Pub Date: April 3rd, 2012
ISBN: 978-1-4642-0010-6
Publisher: Poisoned Pen

Just in time for fans of the Ryan Gosling film adaptation, the further adventures of Driver (Drive, 2005).

He’s been calling himself Paul West for seven years. That’s the name by which his fiancée, Elsa Jorgenson, knew him when she died, killed by a pair of goons Driver swiftly dispatched. But everyone outside Elsa’s family (“we are your family,” her father mournfully tells him) still calls him Driver. It’s presumably Driver, not Paul West, that the men sent to follow him are interested in. Acquiring an innocuous-looking Fairlane 500 and tweaking its engine, Driver begins to make more and more adventurous forays outside Phoenix, where he’s settled. He shares portentous conversations with his hardheaded buddy Felix and his screenwriter friend Manny. He hooks up with law student Stephanie Cooper, whose ex-cop father Bill is sitting in a nursing home indulging in even more cryptic exchanges with ex–Special Forces visitor Wendell. He takes a meeting with self-anointed problem solver James Beil, who hints that Driver’s problems may be closely akin to his own. He works his way up the food chain to post-Katrina carpetbagger Gerald Dunaway and big wolf Bennie Capel in a search for whoever’s sent the interchangeable guys who’ve been dogging his tracks. All the while, Sallis (The Killer Is Dying, 2011, etc.) is using his mouthpieces to dispense nonstop nuggets of existential wisdom (“We think we make choices.
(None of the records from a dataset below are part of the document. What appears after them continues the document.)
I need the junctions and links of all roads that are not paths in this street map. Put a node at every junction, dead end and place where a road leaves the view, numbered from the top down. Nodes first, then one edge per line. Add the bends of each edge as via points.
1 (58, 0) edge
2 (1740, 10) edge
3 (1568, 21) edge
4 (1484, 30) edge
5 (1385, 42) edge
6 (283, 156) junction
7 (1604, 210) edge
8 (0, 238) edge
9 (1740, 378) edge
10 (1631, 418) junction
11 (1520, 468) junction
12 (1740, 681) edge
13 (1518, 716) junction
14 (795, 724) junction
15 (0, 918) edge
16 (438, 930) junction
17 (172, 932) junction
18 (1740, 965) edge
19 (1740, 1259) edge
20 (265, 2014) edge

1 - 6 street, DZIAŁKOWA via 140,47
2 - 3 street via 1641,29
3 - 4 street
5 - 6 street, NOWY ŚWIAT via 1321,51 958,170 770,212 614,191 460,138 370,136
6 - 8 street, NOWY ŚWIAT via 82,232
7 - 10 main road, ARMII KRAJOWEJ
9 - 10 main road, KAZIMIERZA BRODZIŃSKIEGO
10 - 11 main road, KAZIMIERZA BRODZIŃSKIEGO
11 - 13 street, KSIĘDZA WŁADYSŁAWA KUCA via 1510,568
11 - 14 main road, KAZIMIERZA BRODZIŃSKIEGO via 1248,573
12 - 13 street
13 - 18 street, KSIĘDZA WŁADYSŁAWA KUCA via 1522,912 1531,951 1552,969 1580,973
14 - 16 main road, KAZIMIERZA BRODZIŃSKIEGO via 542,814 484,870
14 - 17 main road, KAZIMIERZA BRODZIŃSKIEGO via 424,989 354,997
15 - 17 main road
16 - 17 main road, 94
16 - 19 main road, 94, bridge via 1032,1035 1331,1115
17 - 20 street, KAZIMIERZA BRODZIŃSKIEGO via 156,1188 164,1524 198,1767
But what happens is the choices walk up, stand face to face with us, and stare us down”) that both prepare and compensate for the inconclusiveness of the plot.

The noir formula readily accommodates Sallis’ mannered dialogue. Even so, most readers will feel a jarring split between the ostensibly thrilling tale and the downbeat commonplaces that punctuate it, or vice versa.